Walter Schloss was one of the greatest value investors of the last century.Â
Some years before his death in 2012, he recorded a video conversation with students of Canada's Ivey Business School. Recently uploaded to YouTube, the talk covered many different topics. Schloss shared his insights on almost every part of investing, with a specific focus on deep value investing. He also touched on subjects such as the importance of macroeconomic analysis in value investing. He said he believed macro analysis has no place in value investing. Here's how he responded to a question on the subject:
"I have not tried to get involved from what's going to happen in business [the global economy]. I try to stay away from that. Your guess is as good as mine. I don't know if we are going to have a recession ... I like to buy stocks on the basis of what they are worth and not trying to figure out what's going to happen in business ... It saves me a lot of grief ..."
This sounds similar to another highly regarded value investor, Seth Klarman (Trades, Portfolio), who also advocates ignoring macroeconomic forecasts.
Students went on to ask him to explain the biggest investing mistake he has ever made. Schloss answered:
"Think you can have different mistakes, such as putting more money on a stock that is going down ... We didn't lose money very often, which is why I kind of pushed it out of my mind. We didn't sometimes buy a lot of stocks. I own 100 stocks most of the time. That way we have a big diversification."
So by and large, by being broadly diversified, Schloss avoided taking any significant losses in his portfolio throughout his career. But he went on to say that while he may have been able to sidestep the pain caused by losing money, other mistakes proved to be more emotionally disruptive:
"I don't even remember the name of this company anymore. We bought this stock, and it was trading for around $2 per share, and I held it for quite some time. It was a company that manufactured stuff for the army. The man who owned it and around 80% of the company, and he offered to buy the whole company for around $7 per share. At the time it had working capital of around $10 [per share]. I owned around $100,000 of the stock, and I objected to it. There was a lawyer who said, 'I don't want this going through, so I'll help you with this.' He won in the court in New York State, so they went to the next highest court. He won by a vote of 3 to 1 ... Emotionally, I found getting involved in legal action very unpleasant."
Avoid legal action and stick to vanilla investing seems to be Schloss' advice here. He went on to say that, whatever you do in life, you should try to avoid becoming involved with people who are not very ethical:
"I think what I try to do is avoid making the mistake of getting involved with people who are not very ethical ... There was a company called Troy Oil, and the CEO was not allowed to register the company without registering with the SEC ... he was caught and sent to prison. This man made a lot of money, but I do not want to associate with him. You have to associate with good people."

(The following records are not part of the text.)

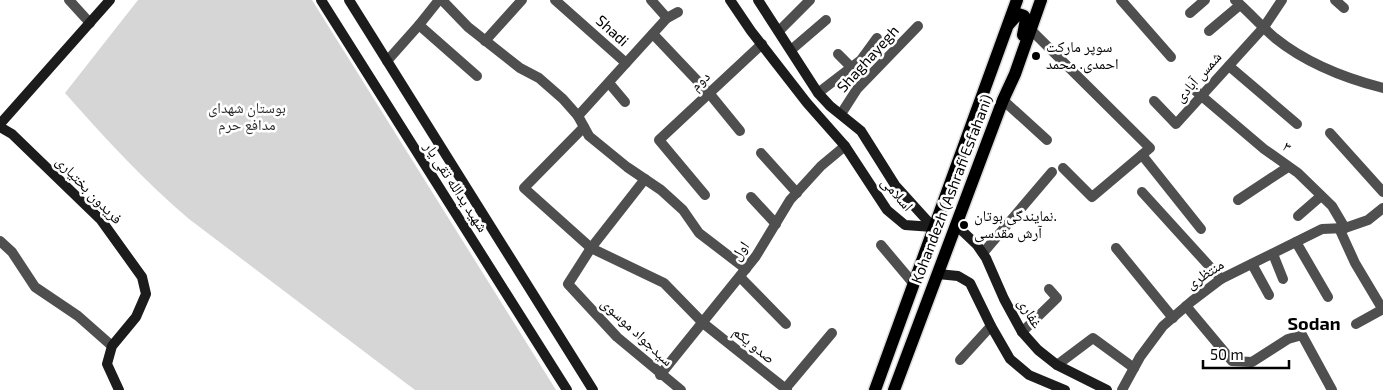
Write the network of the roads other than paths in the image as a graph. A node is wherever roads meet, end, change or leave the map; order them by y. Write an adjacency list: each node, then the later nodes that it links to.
1 (69, 0): 24 (street)
2 (110, 0): 24 (street)
3 (321, 0): 115 (street, شهید یدالله تقی یار)
4 (349, 0): 39 (street, شهید یدالله تقی یار)
5 (440, 0): 25 (street); 34 (street)
6 (522, 0): 34 (street)
7 (555, 0): 40 (street, Shadi)
8 (651, 0): 22 (street)
9 (730, 0): 35 (street, اسلامی)
10 (758, 0): 30 (street, اسلامی)
11 (810, 0): 30 (street)
12 (1017, 0): 27 (main road, Kohandezh (Ashrafi Esfahani))
13 (1121, 0): 38 (street)
14 (1205, 0): 21 (street)
15 (1282, 0): 28 (street, شمس آبادی)
16 (1335, 0): 19 (street)
17 (1040, 2): 29 (main road, Kohandezh (Ashrafi Esfahani))
18 (1238, 2): 28 (street); 31 (street)
19 (1344, 8)
20 (678, 12): 22 (street)
21 (1190, 13)
22 (667, 18): 32 (street)
23 (826, 20): 36 (street)
24 (90, 23): 57 (street)
25 (419, 26): 39 (street); 44 (street)
26 (918, 26): 54 (street, Shaghayegh)
27 (1007, 27): 43 (main road); 80 (main road, Kohandezh (Ashrafi Esfahani))
28 (1264, 27): 41 (street, شمس آبادی); 46 (street)
29 (1030, 29): 43 (main road, Kohandezh (Ashrafi Esfahani)); 64 (street)
30 (779, 31): 36 (street, اسلامی)
31 (1209, 31)
32 (653, 34): 40 (street); 48 (street)
33 (877, 38): 42 (street)
34 (485, 41): 55 (street)
35 (762, 44): 48 (street, دوم); 62 (street, اسلامی)
36 (791, 50): 49 (street, اسلامی)
37 (838, 54): 42 (street)
38 (1171, 57)
39 (387, 61): 116 (street, شهید یدالله تقی یار)
40 (626, 63): 45 (street)
41 (1229, 66): 50 (street, شمس آبادی); 56 (street)
42 (851, 67): 49 (street)
43 (1015, 74): 51 (main road, Kohandezh (Ashrafi Esfahani))
44 (477, 76)
45 (609, 83): 53 (street); 55 (street)
46 (1382, 84)
47 (1191, 88): 50 (street, ۳)
48 (709, 93): 59 (street); 72 (street, دوم)
49 (818, 93): 54 (street, اسلامی)
50 (1202, 96): 52 (street, شمس آبادی); 65 (street, ۳)
51 (1003, 100): 61 (street); 79 (main road, Kohandezh (Ashrafi Esfahani))
52 (1154, 101)
53 (625, 102)
54 (841, 114): 80 (street, اسلامی)
55 (578, 116): 58 (street)
56 (1297, 124)
57 (0, 126): 108 (street, فریدون بختیاری)
58 (584, 127): 68 (street); 86 (street, صدو یکم)
59 (740, 131)
60 (1330, 133): 70 (street)
61 (1047, 140)
62 (845, 146): 71 (street, اول); 80 (street, اسلامی)
63 (761, 153): 71 (street)
64 (1142, 155): 66 (street); 82 (street)
65 (1288, 167): 73 (street, ۳); 75 (street)
66 (1063, 168)
67 (1052, 172): 88 (street)
68 (645, 179): 86 (street); 91 (street)
69 (1142, 192): 94 (street)
70 (1383, 192)
71 (796, 193): 78 (street, اول)
72 (705, 195)
73 (1321, 196): 77 (street); 81 (street, ۳)
74 (751, 197): 78 (street)
75 (1238, 200)
76 (1383, 208): 81 (street, منتظری)
77 (1298, 216)
78 (776, 224): 91 (street, اول)
79 (956, 225): 88 (street, غفاری); 92 (main road, Kohandezh (Ashrafi Esfahani))
80 (933, 226): 95 (main road, Kohandezh (Ashrafi Esfahani))
81 (1342, 228): 84 (street, منتظری); 100 (street, ۳)
82 (1201, 229)
83 (0, 242): 108 (street)
84 (1296, 242): 89 (street, منتظری); 98 (street)
85 (881, 244): 95 (street)
86 (591, 248): 102 (street, صدو یکم); 112 (street, سیدجواد موسوی)
87 (1116, 248): 101 (street)
88 (982, 253): 106 (street, غفاری)
89 (1273, 254): 90 (street, منتظری); 93 (street)
90 (1252, 264): 94 (street, منتظری); 97 (street)
91 (743, 273): 102 (street, اول); 103 (street)
92 (938, 274): 105 (street); 119 (main road, Kohandezh (Ashrafi Esfahani))
93 (1282, 278)
94 (1221, 279): 99 (street, منتظری)
95 (913, 283): 118 (main road, Kohandezh (Ashrafi Esfahani))
96 (1049, 289): 106 (street)
97 (1269, 295)
98 (1328, 297)
99 (1186, 306): 101 (street, منتظری); 123 (street)
100 (1383, 310): 104 (street)
101 (1173, 318): 111 (street, منتظری)
102 (703, 323): 112 (street, اول); 113 (street, صدو یکم)
103 (786, 324)
104 (1356, 324)
105 (991, 326): 109 (street); 120 (street)
106 (1022, 332): 110 (street, غفاری)
107 (832, 333): 113 (street)
108 (112, 346): 114 (street)
109 (960, 360)
110 (1057, 365): 111 (street); 121 (street, غفاری)
111 (1134, 368): 122 (street, منتظری)
112 (660, 375): 117 (street, سیدجواد موسوی)
113 (786, 389)
114 (119, 390)
115 (567, 390)
116 (593, 390)
117 (681, 390)
118 (875, 390)
119 (894, 390)
120 (1065, 390)
121 (1107, 390)
122 (1122, 390)
123 (1332, 390)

The last piece of crucial advice from Schloss in his talk was not to lose money. Echoing Benjamin Graham's advice to avoid losses at all costs, Schloss said that investors should prioritize loss reduction and seek to invest "intelligently and unemotionally," weighing the best opportunities against each other:
"The point is, you don't want to lose money, and you have clients and responsibility, and Benjamin Graham was a very important philosophical man. I think 'The Intelligent Investor' was a great book. Warren Buffett (Trades, Portfolio) thinks it is the greatest book you will ever read. Benjamin Graham wrote intelligently and unemotionally, and those are good qualities to have in investments."
He then said that the advantage of having this mindset is it enables you to deal with losses better and continue investing, without letting emotion get in the way of your investment decisions. The best way to protect against the risk of loss is to invest only in "stocks which are depressed."
"They may not be good in other fields, but if you lose money it is very upsetting to you and your client, so you're trying to protect yourself. One way to do it is to buy stocks which are depressed, and then you want to be sure they're not going to go broke. They want to be there ...The industry is fine, and then you have to weigh that against other opportunities."
Disclosure: The author owns no share mentioned.